> WORK INSTRUCTIONS: All pictures should be dropped, and only the lines from the top of the entries below through the line containing "ctx.lineJoin = 'round';" repeated exactly, both ends included.

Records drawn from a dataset
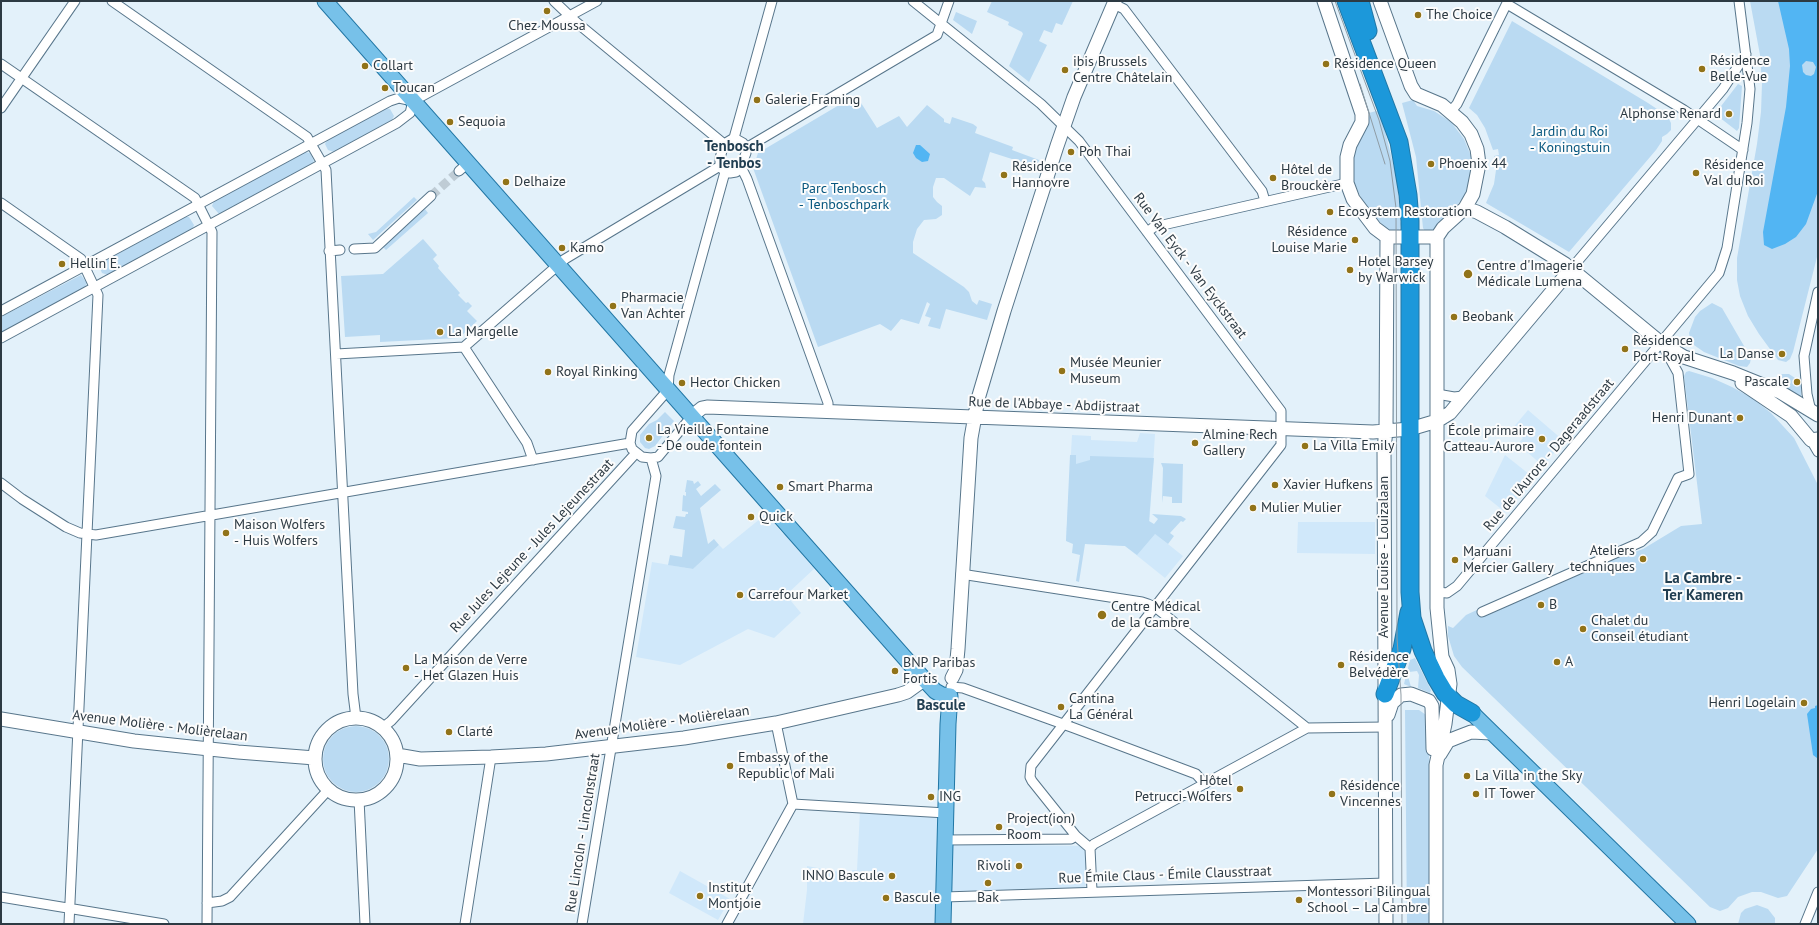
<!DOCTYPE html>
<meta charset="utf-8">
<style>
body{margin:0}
#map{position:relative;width:1819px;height:925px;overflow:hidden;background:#e3f1fa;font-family:"PT Sans",sans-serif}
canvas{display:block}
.frame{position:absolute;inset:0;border:2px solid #2d3a43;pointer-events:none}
</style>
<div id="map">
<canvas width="1819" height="925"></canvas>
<div class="frame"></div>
</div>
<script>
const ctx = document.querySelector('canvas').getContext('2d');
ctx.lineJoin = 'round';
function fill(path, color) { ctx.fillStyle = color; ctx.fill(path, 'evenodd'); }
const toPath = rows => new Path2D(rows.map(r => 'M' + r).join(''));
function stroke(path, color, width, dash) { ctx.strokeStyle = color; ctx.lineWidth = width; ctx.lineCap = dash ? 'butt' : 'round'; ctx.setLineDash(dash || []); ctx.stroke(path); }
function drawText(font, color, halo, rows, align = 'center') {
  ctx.font = font + ' "PT Sans",sans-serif'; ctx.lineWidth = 4; ctx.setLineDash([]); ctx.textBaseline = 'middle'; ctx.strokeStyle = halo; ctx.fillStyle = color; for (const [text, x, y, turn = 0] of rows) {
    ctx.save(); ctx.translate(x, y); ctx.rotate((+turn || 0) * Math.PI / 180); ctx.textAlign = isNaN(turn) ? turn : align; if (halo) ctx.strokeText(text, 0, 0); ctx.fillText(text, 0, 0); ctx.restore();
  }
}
fill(toPath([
 [1528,410,1564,441,1543,466,1518,444,1523,438,1512,429],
 [1140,433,1155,434,1149,529,1183,556,1165,578,1125,546,1085,544,1066,541,1072,435,1091,436,1091,440,1137,442],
 [1505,455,1534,478,1505,512,1485,496],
 [766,514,783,534,785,532,787,534,786,536,812,566,815,565,816,567,786,595,801,613,774,638,748,629,680,665,636,657,652,562,693,569,719,545,723,549],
 [1298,522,1375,522,1375,554,1297,553],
 [860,811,953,817,952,844,1082,846,1087,855,1088,882,1083,889,949,893,938,924,803,924,807,890,807,866,840,872,852,872,852,870,857,870],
 [680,871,730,899,718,920,669,893]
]), '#d0e8fa');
fill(toPath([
 [992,1,1073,1,1062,25,1056,23,1052,33,1044,30,1039,41,1047,45,1029,82,1009,66,1023,34,1022,32,1008,25,1009,22,987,12],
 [1750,1,1818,1,1818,253,1793,352,1790,359,1786,362,1778,360,1759,334,1748,316,1740,296,1737,280,1737,258,1757,144,1761,112,1762,84,1760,55],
 [956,12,977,21,972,34,953,20],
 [1512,21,1648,103,1657,109,1657,113,1667,115,1671,123,1671,130,1667,134,1662,137,1662,141,1656,150,1569,252,1486,203,1494,184,1496,170,1494,156,1499,155,1498,149,1493,150,1485,128,1477,115,1469,108],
 [1738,84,1742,86,1739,128,1737,131,1715,114],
 [856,95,877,128,899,116,907,127,927,105,944,119,944,122,950,124,952,117,973,124,977,127,975,133,1013,147,1012,150,1039,160,1037,167,990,152,982,180,985,183,986,188,975,187,970,196,944,178,936,178,933,187,933,197,937,202,942,206,942,215,936,219,924,220,917,229,913,242,913,253,964,287,969,292,972,301,977,305,979,300,992,304,987,320,946,309,940,329,928,326,931,318,925,316,930,304,927,302,919,324,901,319,891,331,880,324,818,347,753,168,758,153],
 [1413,100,1417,106,1434,111,1451,122,1464,139,1471,156,1472,172,1464,197,1433,231,1425,231,1423,228,1416,157,1402,103],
 [386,108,390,109,394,116,392,120,334,152,328,150,325,144,327,140],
 [1380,110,1397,180,1401,224,1399,231,1388,230,1377,219,1363,202,1353,180,1352,159,1365,114],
 [305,152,310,153,314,161,312,164,219,214,212,206,214,201],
 [414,197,417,200,373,240,368,234,376,232],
 [425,209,428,213,386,250,382,246],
 [185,217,189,217,194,225,192,230,108,275,102,273,99,266,101,263],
 [423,239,437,255,433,259,439,266,438,268,460,293,458,295,466,303,468,302,472,306,467,311,477,321,459,338,380,342,380,335,345,337,341,276,383,274],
 [81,275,87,283,85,287,1,334,1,317],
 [1712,303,1722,308,1751,358,1750,363,1747,367,1739,366,1704,352,1691,343,1689,333,1695,317,1700,311],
 [1689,371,1712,378,1732,387,1752,398,1771,413,1794,438,1818,485,1818,849,1787,896,1778,898,1761,892,1752,892,1738,897,1728,908,1720,911,1710,907,1462,667,1454,656,1448,636,1448,626,1453,628,1466,615,1479,609,1483,617,1613,560,1643,549,1681,526,1702,524,1684,376,1686,372],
 [1780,374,1789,374,1801,382,1801,396,1800,397,1786,390,1779,377],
 [665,412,674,421,655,446,649,449,645,448,640,442,640,435,649,424,657,420],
 [1070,455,1076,455,1076,464,1090,460,1090,456,1154,458,1149,521,1154,524,1158,519,1152,514,1181,516,1186,519,1183,522,1181,521,1170,533,1174,536,1168,544,1155,534,1137,555,1125,546,1085,544,1079,582,1076,581,1080,555,1072,553,1073,544,1066,541],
 [1161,463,1183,464,1182,503,1172,503,1172,497,1163,496,1162,503,1163,468],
 [687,480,693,481,694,484,698,481,701,485,696,489,701,496,715,484,721,490,700,508,708,544,714,539,719,545,693,569,668,565,670,555,682,557,685,530,673,528,676,516,685,517,686,514,688,514,688,512,682,511,683,495,686,496,686,492,685,492],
 [1415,658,1431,690,1430,693,1418,688,1419,675,1417,671,1409,672,1408,676,1411,687,1404,684,1410,660],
 [1405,710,1419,710,1429,717,1430,924,1407,924],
 '323 759a33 33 0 1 1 66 0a33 33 0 1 1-66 0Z',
 [1757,905,1768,909,1775,918,1775,924,1738,924,1741,913,1745,909]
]), '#badaf2');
fill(toPath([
 [1778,1,1818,1,1818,191,1806,224,1796,237,1785,244,1772,249,1764,245,1763,232,1786,107,1790,66,1789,49],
 [1806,61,1813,62,1816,67,1814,74,1811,76,1806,75,1803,72,1802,65],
 [916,145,920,145,930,154,928,161,922,162,916,158,913,153],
 [1818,705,1818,758,1817,758,1813,755,1807,714,1811,709,1815,708,1815,706]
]), '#52b5f3');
stroke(toPath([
 [431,196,459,171]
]), '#bfccd5', 9, [9, 4.5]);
const street = toPath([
 [112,1,307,137,326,170,353,694,356,718],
 [554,1,576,22,724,144],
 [913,1,1041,104,1079,141,1281,411,1281,445,1031,766,1030,777,1032,781,1076,836,1090,848],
 [1114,4,1124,9,1262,191,1265,201],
 [1507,4,1684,110,1743,150],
 [1,64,195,198,212,232,207,924],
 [413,101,597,1],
 [1,108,75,1],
 [1451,111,1457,104,1508,1],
 [734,138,772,1],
 [734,138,743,143,746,148,746,153,741,167,736,172,730,173,725,172,720,166,720,158,724,144,734,138],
 [746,148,937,35,949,1],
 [741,167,747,179,828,403,828,411],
 [459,171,468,163],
 [1,203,81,259,98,295,69,924],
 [1147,232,1154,227,1347,183],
 [354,249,375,248,431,196],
 [329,251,340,250],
 [1571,269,1723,89,1746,54],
 [1,311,390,101,399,98,413,101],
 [1,338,397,123,410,113,413,101],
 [464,347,527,443,533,460],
 [336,354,464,347,565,259,720,166],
 [1437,394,1454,397,1463,396],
 [1811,411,1807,394,1804,356,1818,292],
 [692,416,658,457,651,458,642,457,632,449,630,443,632,431,668,390,669,375,725,172],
 [1811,440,1818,452],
 [1,483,22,499,66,527,80,533,96,535,630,443],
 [961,574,1142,602,1148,604,1155,607,1307,728],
 [1437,592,1447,593,1457,586,1719,273,1727,248,1747,123,1750,89,1739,1],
 [1482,612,1641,542,1652,532,1678,478,1689,474,1678,373,1662,344],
 [951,687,963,688,1074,728,1196,774,1205,784],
 [382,728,391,721,636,453],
 [359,799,365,924],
 [793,804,946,813],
 [945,840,1071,839,1076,836],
 [1090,848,1094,844,1307,728,1385,727],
 [1090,848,1092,891],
 [1,897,164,924],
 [944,897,1386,883],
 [207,903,222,901,230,897,329,789],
 [465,924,491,757],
 [582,924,656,476,651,458],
 [727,924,793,804,776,723],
 [1805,924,1818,892]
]);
const secondary = toPath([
 [1324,1,1362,114,1362,122,1350,145,1347,157,1347,183,1353,199,1375,228,1387,237,1437,237],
 [1380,1,1411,86,1416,94,1442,105,1462,122,1471,134,1477,149,1479,164,1473,194,1465,208,1443,228,1437,237,1437,608,1442,657,1448,670,1450,684,1445,724,1436,765,1436,924],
 [1465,208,1477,212,1505,227,1565,264,1661,343,1684,357,1733,373,1780,392,1818,415],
 [1742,383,1791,416,1811,440,1818,439],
 [692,416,702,408,707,407,1373,432,1410,429,1437,421,1450,413,1571,269],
 [952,678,956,670,958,649,971,438,978,399,1004,311,1057,146,1074,97,1115,1],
 [1388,715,1392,703,1401,695,1411,694,1429,701,1432,706,1433,749],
 '315 759a41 41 0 1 1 82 0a41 41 0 1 1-82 0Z',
 [1,719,134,741,238,752,315,758],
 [1440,754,1448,741,1458,737,1471,732,1492,733],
 [397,755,420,759,491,757,546,754,684,738,776,723,898,695,907,692,925,679],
 [1386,924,1384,448,1386,431,1387,237]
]);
const primary = toPath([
 [325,1,912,666,935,691,942,695,950,696,948,724,943,924],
 [1472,713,1688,924]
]);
const highway = toPath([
 [1346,1,1399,142,1408,195,1410,221,1410,592,1412,618,1423,651,1436,678,1445,693,1456,704,1472,713],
 [1360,1,1368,31],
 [1385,694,1402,649,1409,612]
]);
stroke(street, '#58768b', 11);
stroke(secondary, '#58768b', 15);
stroke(primary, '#2277a5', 17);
stroke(highway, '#2277a5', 19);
stroke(street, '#fff', 9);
stroke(secondary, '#fff', 13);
stroke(primary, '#77c1e9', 15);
stroke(highway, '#1c98da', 17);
stroke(toPath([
 [1335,1,1379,120,1390,161,1396,208,1397,638,1401,695,1402,924],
 [1360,84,1385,164]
]), '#8f9ca5', 1);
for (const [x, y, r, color] of [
 [547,11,4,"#917319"],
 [1418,15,4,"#917319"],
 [1326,64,4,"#917319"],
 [365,66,4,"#917319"],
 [1702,69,4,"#917319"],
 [1065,70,4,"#917319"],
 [385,88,4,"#917319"],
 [757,100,4,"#917319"],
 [1729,114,4,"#917319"],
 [450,122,4,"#917319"],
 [1071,152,4,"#917319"],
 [1431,164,4,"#917319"],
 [1696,173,4,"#917319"],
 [1004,175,4,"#917319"],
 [1273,178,4,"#917319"],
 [506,182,4,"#917319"],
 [1330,212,4,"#917319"],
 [1355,240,4,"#917319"],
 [562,248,4,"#917319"],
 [62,264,4,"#917319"],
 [1350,270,4,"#917319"],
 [1468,274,5,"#917319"],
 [613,306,4,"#917319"],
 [1454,317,4,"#917319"],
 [440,332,4,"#917319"],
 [1625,349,4,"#917319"],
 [1782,354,4,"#917319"],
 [1062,371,4,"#917319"],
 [548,372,4,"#917319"],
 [1797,382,4,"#917319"],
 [682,383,4,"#917319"],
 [1740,418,4,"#917319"],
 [649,438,4,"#917319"],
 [1542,439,4,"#917319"],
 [1195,443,4,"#917319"],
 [1305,446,4,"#917319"],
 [1275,485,4,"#917319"],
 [780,487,4,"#917319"],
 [1253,508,4,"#917319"],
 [751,517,4,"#917319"],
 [226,533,4,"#917319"],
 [1643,559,4,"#917319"],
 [1455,560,4,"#917319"],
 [740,595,4,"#917319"],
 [1541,605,4,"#917319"],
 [1102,615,5,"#917319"],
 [1583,629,4,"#917319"],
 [1557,662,4,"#917319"],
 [1341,665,4,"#917319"],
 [406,668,4,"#917319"],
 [895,671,4,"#917319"],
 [1804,703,4,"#917319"],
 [1061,707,4,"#917319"],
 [449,732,4,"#917319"],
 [730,766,4,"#917319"],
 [1467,776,4,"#917319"],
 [1240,789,4,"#917319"],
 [1332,794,4,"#917319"],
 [1476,794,4,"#917319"],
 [931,797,4,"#917319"],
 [999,827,4,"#917319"],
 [1019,866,4,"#917319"],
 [892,876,4,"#917319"],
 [988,883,4,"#917319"],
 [700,896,4,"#917319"],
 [886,898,4,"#917319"],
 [1299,900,4,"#917319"]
]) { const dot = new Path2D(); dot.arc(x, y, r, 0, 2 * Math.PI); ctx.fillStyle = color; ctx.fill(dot); stroke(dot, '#fcfcfc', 1.5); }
drawText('14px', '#2d3a43', '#fcfcfc', [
 ["The Choice",1426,15],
 ["Chez Moussa",547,26,"center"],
 ["Résidence",1710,61],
 ["Belle-Vue",1710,77],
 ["ibis Brussels",1073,62],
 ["Centre Châtelain",1073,78],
 ["Résidence Queen",1334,64],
 ["Collart",373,66],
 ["Toucan",393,88],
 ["Galerie Framing",765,100],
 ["Alphonse Renard",1721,114,"right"],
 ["Sequoia",458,122],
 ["Poh Thai",1079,152],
 ["Phoenix 44",1439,164],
 ["Résidence",1704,165],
 ["Val du Roi",1704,181],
 ["Résidence",1012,167],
 ["Hannovre",1012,183],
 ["Hôtel de",1281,170],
 ["Brouckère",1281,186],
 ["Delhaize",514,182],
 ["Ecosystem Restoration",1338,212],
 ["Résidence",1347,232,"right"],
 ["Louise Marie",1347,248,"right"],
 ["Kamo",570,248],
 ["Hotel Barsey",1358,262],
 ["by Warwick",1358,278],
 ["Hellin E.",70,264],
 ["Centre d'Imagerie",1477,266],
 ["Médicale Lumena",1477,282],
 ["Pharmacie",621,298],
 ["Van Achter",621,314],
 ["Beobank",1462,317],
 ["La Margelle",448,332],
 ["Résidence",1633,341],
 ["Port-Royal",1633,357],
 ["La Danse",1774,354,"right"],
 ["Musée Meunier",1070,363],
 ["Museum",1070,379],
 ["Royal Rinking",556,372],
 ["Pascale",1789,382,"right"],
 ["Hector Chicken",690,383],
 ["Henri Dunant",1732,418,"right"],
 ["La Vieille Fontaine",657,430],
 ["- De oude fontein",657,446],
 ["École primaire",1534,431,"right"],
 ["Catteau-Aurore",1534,447,"right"],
 ["Almine Rech",1203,435],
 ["Gallery",1203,451],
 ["La Villa Emily",1313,446],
 ["Xavier Hufkens",1283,485],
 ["Smart Pharma",788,487],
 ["Mulier Mulier",1261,508],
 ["Quick",759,517],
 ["Maison Wolfers",234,525],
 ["- Huis Wolfers",234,541],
 ["Ateliers",1635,551,"right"],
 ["techniques",1635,567,"right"],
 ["Maruani",1463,552],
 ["Mercier Gallery",1463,568],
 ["Carrefour Market",748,595],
 ["B",1549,605],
 ["Centre Médical",1111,607],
 ["de la Cambre",1111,623],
 ["Chalet du",1591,621],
 ["Conseil étudiant",1591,637],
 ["Résidence",1349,657],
 ["Belvédère",1349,673],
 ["La Maison de Verre",414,660],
 ["- Het Glazen Huis",414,676],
 ["A",1565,662],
 ["BNP Paribas",903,663],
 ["Fortis",903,679],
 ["Cantina",1069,699],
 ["La Général",1069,715],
 ["Henri Logelain",1796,703,"right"],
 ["Clarté",457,732],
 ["Embassy of the",738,758],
 ["Republic of Mali",738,774],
 ["La Villa in the Sky",1475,776],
 ["Hôtel",1232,781,"right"],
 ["Petrucci-Wolfers",1232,797,"right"],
 ["Résidence",1340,786],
 ["Vincennes",1340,802],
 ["IT Tower",1484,794],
 ["ING",939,797],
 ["Project(ion)",1007,819],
 ["Room",1007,835],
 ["Rivoli",1011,866,"right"],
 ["INNO Bascule",884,876,"right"],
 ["Institut",708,888],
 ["Montjoie",708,904],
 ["Montessori Bilingual",1307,892],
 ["School – La Cambre",1307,908],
 ["Bascule",894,898],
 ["Bak",988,898,"center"]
], 'left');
drawText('14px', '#06567e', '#fcfcfc', [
 ["Jardin du Roi",1570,132],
 ["- Koningstuin",1570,148],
 ["Parc Tenbosch",844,189],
 ["- Tenboschpark",844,205]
]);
drawText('14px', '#2d3a43', '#fcfcfc', [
 ["Rue Van Eyck - Van Eyckstraat",1190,266,53],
 ["Rue de l'Abbaye - Abdijstraat",1054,405,2],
 ["Rue de l'Aurore - Dageraadstraat",1549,455,-50],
 ["Rue Jules Lejeune - Jules Lejeunestraat",532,546,-47],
 ["Avenue Louise - Louizalaan",1384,557,-90],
 ["Avenue Molière - Molièrelaan",662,723,-8],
 ["Avenue Molière - Molièrelaan",160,726,7],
 ["Rue Lincoln - Lincolnstraat",583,833,-81],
 ["Rue Émile Claus - Émile Clausstraat",1165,875,-2]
]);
drawText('bold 15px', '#213e51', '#fcfcfc', [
 ["Tenbosch",734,147],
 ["- Tenbos",734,164],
 ["La Cambre -",1703,579],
 ["Ter Kameren",1703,596],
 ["Bascule",941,706]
]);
</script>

> EXERCISE OUTPUT:
<!DOCTYPE html>
<meta charset="utf-8">
<style>
body{margin:0}
#map{position:relative;width:1819px;height:925px;overflow:hidden;background:#e3f1fa;font-family:"PT Sans",sans-serif}
canvas{display:block}
.frame{position:absolute;inset:0;border:2px solid #2d3a43;pointer-events:none}
</style>
<div id="map">
<canvas width="1819" height="925"></canvas>
<div class="frame"></div>
</div>
<script>
const ctx = document.querySelector('canvas').getContext('2d');
ctx.lineJoin = 'round';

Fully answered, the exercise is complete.